En Cristo “habita corporalmente toda la plenitud de la Deidad” (Col. 2:9). Él es Dios la Palabra desde la eternidad (Jn. 1:1ss), “el Alfa y la Omega, el principio y el fin, el primero y el último” (Ap. 22:13), nuestro Señor, Salvador y Dios grande (Jn. 20:28; Tito 2:13), es más, Él es “el verdadero Dios, y la vida eterna” en persona (1 Jn. 5:20), la segunda persona de la deidad triuna (Mt. 28:19). Y eso hace tanto más inconcebible y sublime el hecho, que a través del nacimiento por la virgen María Él llegó a ser humano. Una alabanza de tiempos antiguos.

Tenemos que ser conscientes de lo mucho que el lenguaje se queda corto con respecto a la verdad. Si ya la mente no puede comprender la esencia de lo misterioso, cuanto menos entonces el lenguaje puede poner en palabras lo de alguna manera pensado.

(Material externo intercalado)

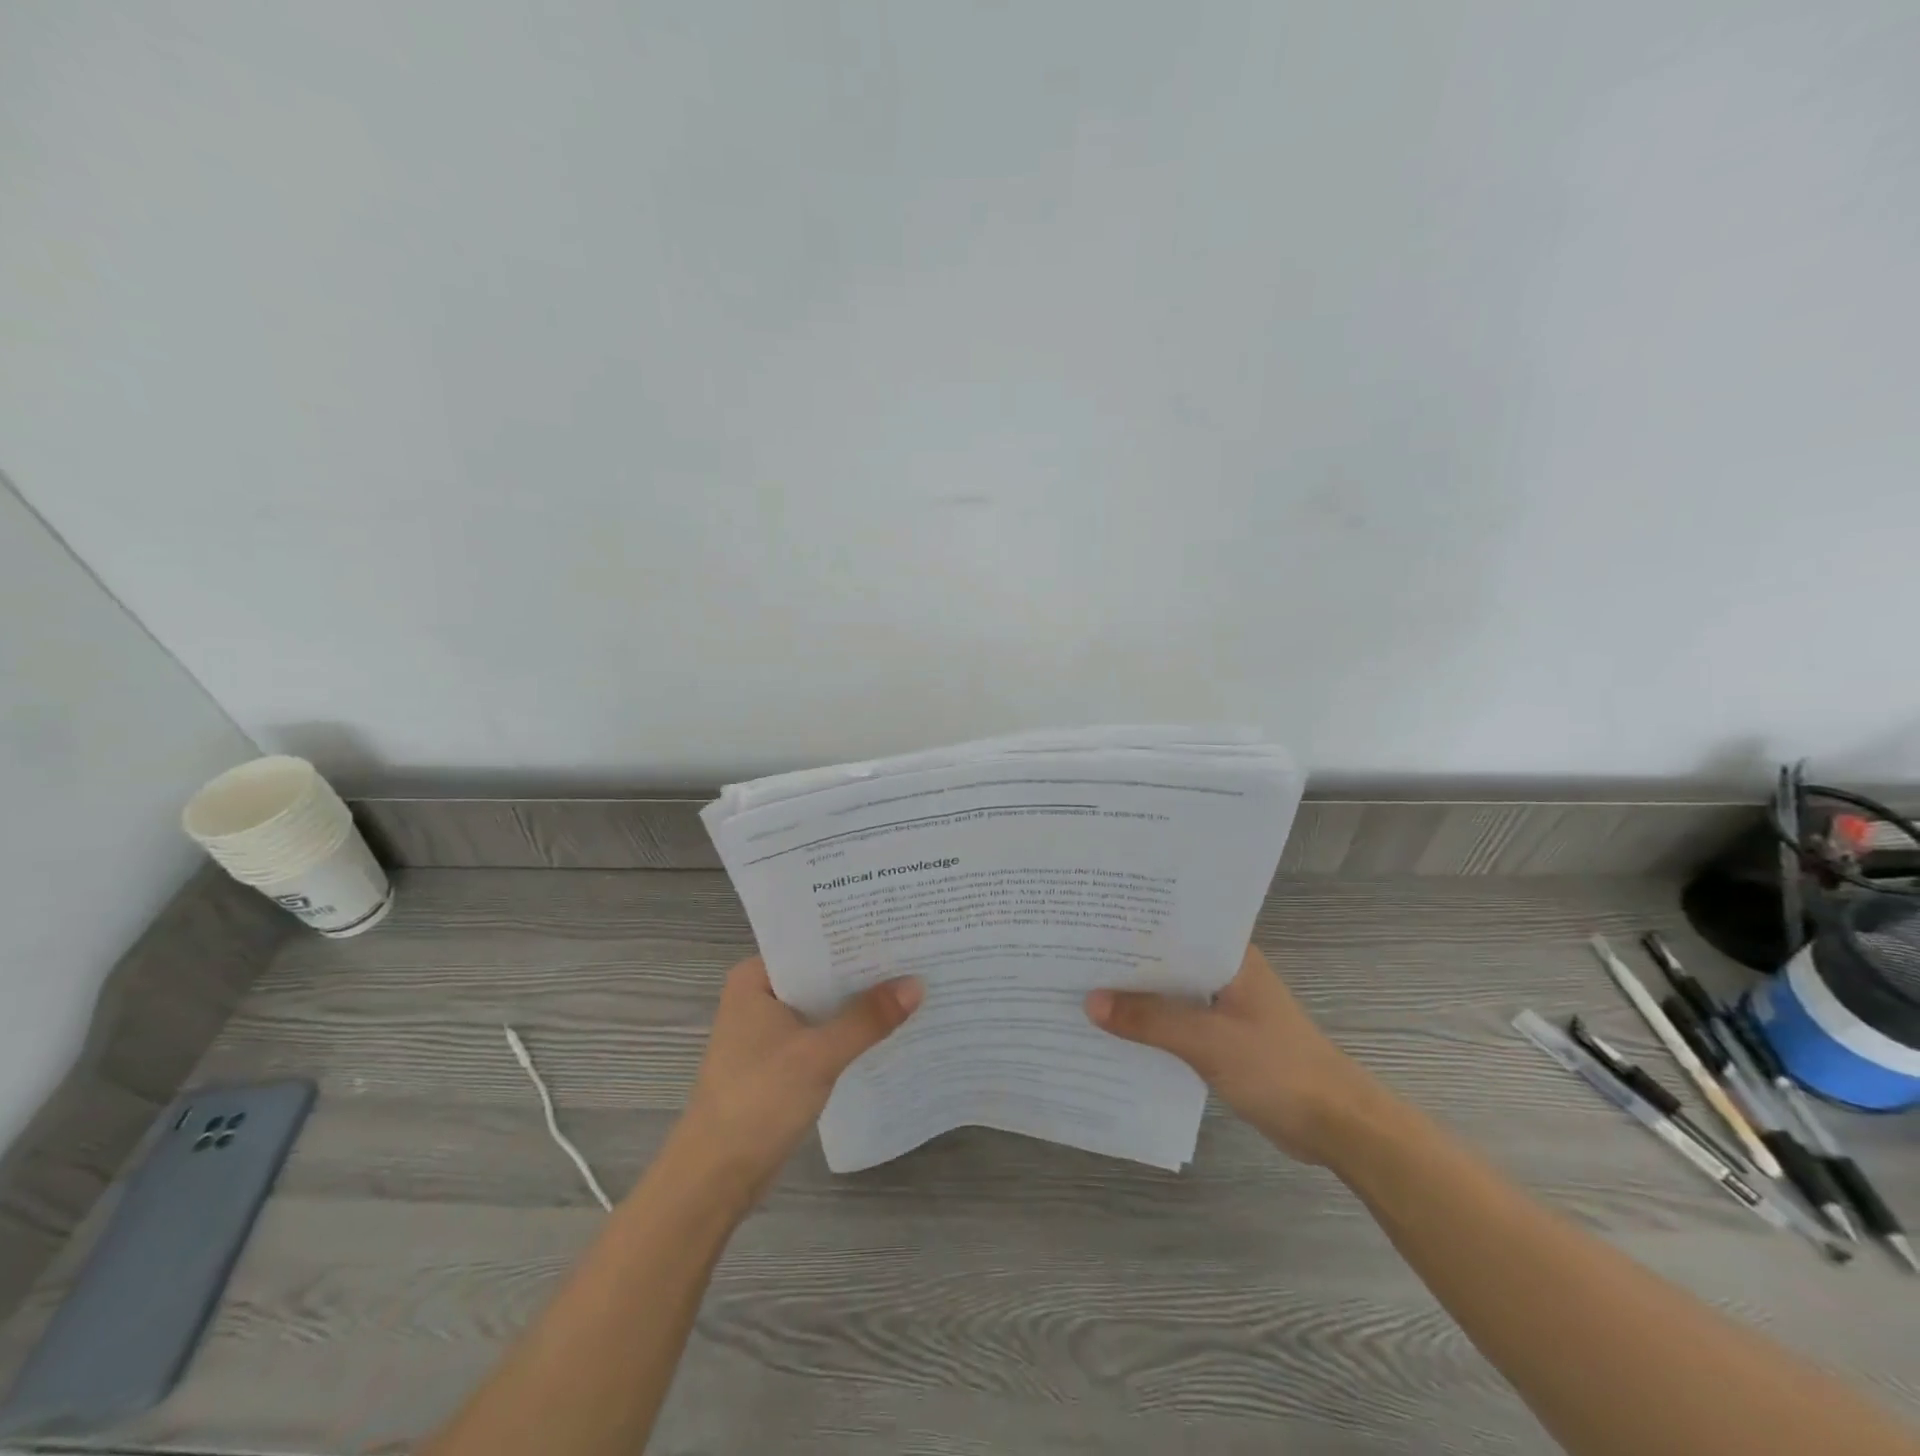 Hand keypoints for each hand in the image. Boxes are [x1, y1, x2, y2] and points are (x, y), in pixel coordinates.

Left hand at [671, 956, 921, 1202]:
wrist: (715, 1179)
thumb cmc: (757, 1102)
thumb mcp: (817, 1055)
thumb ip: (867, 1019)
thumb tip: (917, 984)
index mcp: (755, 979)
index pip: (812, 943)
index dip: (854, 936)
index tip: (898, 927)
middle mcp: (760, 996)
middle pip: (821, 974)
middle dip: (863, 970)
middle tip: (916, 953)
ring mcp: (769, 1031)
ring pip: (824, 1006)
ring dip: (859, 1004)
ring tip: (914, 984)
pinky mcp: (780, 1062)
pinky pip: (822, 1034)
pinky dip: (849, 1032)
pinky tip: (889, 1029)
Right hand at [1085, 944, 1382, 1164]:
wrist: (1336, 1126)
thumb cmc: (1279, 1069)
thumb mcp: (1209, 1042)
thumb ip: (1151, 1020)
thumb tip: (1090, 1002)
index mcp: (1229, 955)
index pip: (1173, 924)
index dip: (1132, 920)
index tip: (1087, 916)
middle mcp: (1224, 972)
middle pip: (1166, 958)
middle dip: (1124, 959)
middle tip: (1070, 949)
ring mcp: (1223, 1005)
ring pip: (1169, 991)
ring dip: (1135, 995)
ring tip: (1080, 985)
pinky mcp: (1222, 1037)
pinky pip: (1176, 1021)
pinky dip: (1150, 1024)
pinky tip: (1114, 1030) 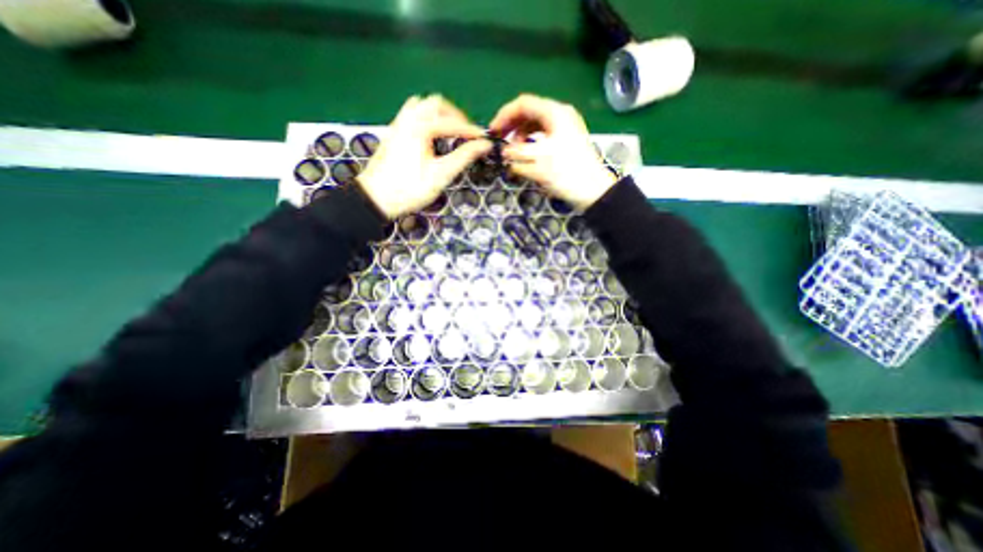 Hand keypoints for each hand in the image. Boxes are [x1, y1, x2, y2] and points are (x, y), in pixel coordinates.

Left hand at [357, 94, 491, 216]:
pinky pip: (412, 114)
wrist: (376, 198)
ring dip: (439, 115)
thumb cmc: (410, 189)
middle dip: (455, 116)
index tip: (484, 140)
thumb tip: (483, 145)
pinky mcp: (393, 133)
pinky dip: (426, 119)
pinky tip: (431, 136)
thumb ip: (463, 157)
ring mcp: (398, 124)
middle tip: (466, 134)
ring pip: (422, 105)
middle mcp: (408, 119)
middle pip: (436, 104)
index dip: (471, 131)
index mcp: (420, 127)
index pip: (452, 122)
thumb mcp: (441, 175)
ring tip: (450, 132)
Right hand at [489, 92, 612, 208]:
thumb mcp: (537, 163)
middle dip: (512, 126)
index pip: (523, 104)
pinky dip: (531, 143)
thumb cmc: (566, 174)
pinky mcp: (566, 142)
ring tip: (513, 152)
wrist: (593, 191)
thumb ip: (516, 154)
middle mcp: (560, 115)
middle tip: (500, 141)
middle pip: (530, 113)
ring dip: (521, 136)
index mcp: (555, 113)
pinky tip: (526, 156)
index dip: (504, 116)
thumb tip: (503, 152)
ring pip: (536, 125)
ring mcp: (565, 128)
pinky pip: (543, 136)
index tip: (493, 132) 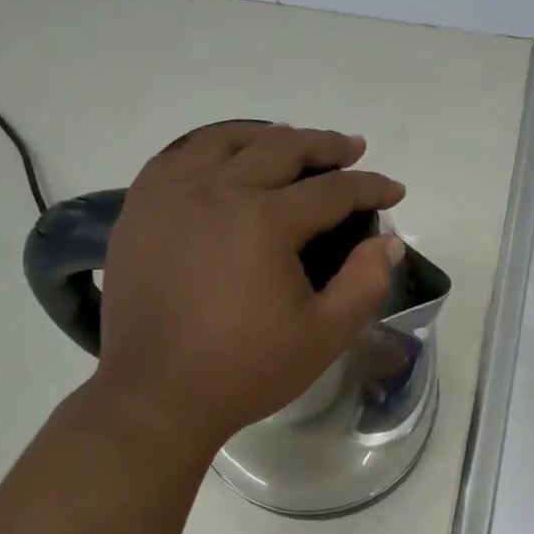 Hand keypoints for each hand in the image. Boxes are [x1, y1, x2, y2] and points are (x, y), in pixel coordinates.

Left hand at [87, 121, 404, 452]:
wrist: (157, 396)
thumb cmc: (246, 369)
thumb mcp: (324, 335)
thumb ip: (365, 283)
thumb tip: (389, 242)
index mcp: (264, 220)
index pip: (332, 189)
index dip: (370, 187)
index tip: (394, 190)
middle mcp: (216, 190)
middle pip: (280, 148)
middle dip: (325, 146)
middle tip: (351, 149)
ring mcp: (170, 195)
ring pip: (225, 139)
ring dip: (267, 137)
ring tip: (291, 144)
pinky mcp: (140, 210)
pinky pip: (178, 157)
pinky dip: (210, 149)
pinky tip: (223, 160) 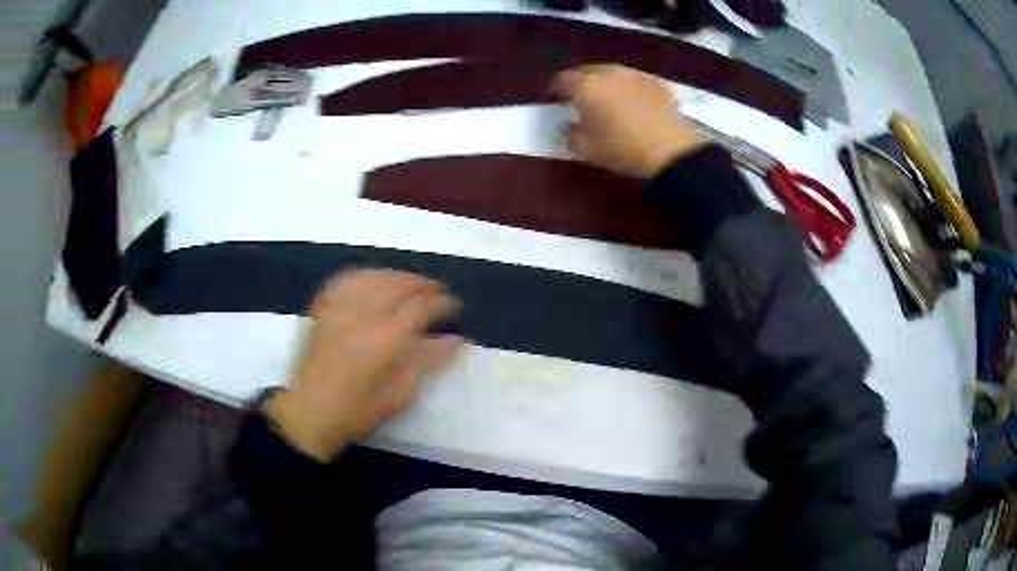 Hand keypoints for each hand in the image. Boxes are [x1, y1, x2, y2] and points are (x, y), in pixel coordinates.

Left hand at [264, 270, 465, 461]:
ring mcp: (339, 309)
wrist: (310, 411)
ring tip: (410, 284)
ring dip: (396, 276)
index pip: (420, 307)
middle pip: (397, 284)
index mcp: (385, 338)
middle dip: (422, 284)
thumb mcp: (400, 393)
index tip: (455, 306)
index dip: (442, 303)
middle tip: (438, 292)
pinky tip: (373, 281)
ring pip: (373, 277)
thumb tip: (455, 340)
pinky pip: (345, 281)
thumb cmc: (358, 410)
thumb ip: (428, 361)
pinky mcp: (323, 310)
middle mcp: (363, 314)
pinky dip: (364, 276)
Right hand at [551, 64, 706, 178]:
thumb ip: (571, 134)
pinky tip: (634, 103)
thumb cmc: (622, 149)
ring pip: (613, 74)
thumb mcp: (587, 149)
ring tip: (608, 99)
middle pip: (588, 71)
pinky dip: (630, 89)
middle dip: (582, 83)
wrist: (672, 151)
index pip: (562, 80)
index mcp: (586, 85)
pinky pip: (636, 82)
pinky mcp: (658, 84)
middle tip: (581, 99)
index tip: (555, 99)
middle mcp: (609, 72)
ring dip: (607, 83)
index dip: (555, 90)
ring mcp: (636, 75)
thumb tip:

Dios en la Tierra, Dios entre los humanos; no en el fuego y con el sonar de trompetas, en una montaña humeante o en la oscuridad y en la tormenta estremecedora y ensordecedora, donde Él da leyes, sino en aparición física, relacionándose con sus semejantes con gentileza y amabilidad. Dios en la carne; no efectivo desde grandes distancias como en los profetas, sino unido por una naturaleza consustancial a la humanidad, para de esta manera llevara a toda la humanidad de vuelta hacia Sí mismo a través de Su carne parecida a la nuestra (2 Co. 5:19).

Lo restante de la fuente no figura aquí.